(Dataset excerpts)
*** Begin section ***
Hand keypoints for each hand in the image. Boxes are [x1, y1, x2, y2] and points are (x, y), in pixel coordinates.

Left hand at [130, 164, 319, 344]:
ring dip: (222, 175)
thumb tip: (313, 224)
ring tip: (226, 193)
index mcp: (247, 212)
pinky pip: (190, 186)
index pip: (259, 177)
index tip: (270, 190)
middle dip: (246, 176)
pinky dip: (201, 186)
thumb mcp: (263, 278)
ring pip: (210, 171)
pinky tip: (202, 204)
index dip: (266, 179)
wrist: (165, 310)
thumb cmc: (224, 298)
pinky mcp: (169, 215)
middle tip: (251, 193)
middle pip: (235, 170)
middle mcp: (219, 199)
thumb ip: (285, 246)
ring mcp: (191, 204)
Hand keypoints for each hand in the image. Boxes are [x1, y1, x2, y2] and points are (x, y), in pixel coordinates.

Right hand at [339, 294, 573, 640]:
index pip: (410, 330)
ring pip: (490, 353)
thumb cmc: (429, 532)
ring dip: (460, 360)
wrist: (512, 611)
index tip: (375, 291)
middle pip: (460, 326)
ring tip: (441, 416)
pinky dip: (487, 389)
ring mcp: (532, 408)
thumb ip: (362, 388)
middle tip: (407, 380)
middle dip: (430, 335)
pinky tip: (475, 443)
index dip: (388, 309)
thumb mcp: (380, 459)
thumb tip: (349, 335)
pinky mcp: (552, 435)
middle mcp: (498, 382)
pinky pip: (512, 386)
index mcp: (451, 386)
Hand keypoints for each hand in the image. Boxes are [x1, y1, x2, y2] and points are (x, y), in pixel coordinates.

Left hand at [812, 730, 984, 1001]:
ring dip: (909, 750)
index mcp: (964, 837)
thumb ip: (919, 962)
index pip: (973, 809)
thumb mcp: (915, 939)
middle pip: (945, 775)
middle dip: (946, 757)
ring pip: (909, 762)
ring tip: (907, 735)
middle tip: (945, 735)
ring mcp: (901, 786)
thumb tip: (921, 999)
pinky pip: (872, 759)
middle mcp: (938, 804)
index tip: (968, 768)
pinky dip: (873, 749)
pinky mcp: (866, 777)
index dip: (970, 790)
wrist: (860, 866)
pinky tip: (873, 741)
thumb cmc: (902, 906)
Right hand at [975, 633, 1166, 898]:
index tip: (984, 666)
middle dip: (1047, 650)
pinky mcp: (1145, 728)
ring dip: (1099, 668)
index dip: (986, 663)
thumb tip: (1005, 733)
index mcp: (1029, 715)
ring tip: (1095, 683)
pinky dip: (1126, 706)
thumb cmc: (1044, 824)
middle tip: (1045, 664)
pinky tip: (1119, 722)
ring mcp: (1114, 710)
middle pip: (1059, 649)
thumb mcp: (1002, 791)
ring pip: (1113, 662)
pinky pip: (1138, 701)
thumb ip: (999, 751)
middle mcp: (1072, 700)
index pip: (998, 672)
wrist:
*** End section ***
* _The task_
Answer with the count alone: how many lines in the data above have "hand" in them?

* _Response box_
7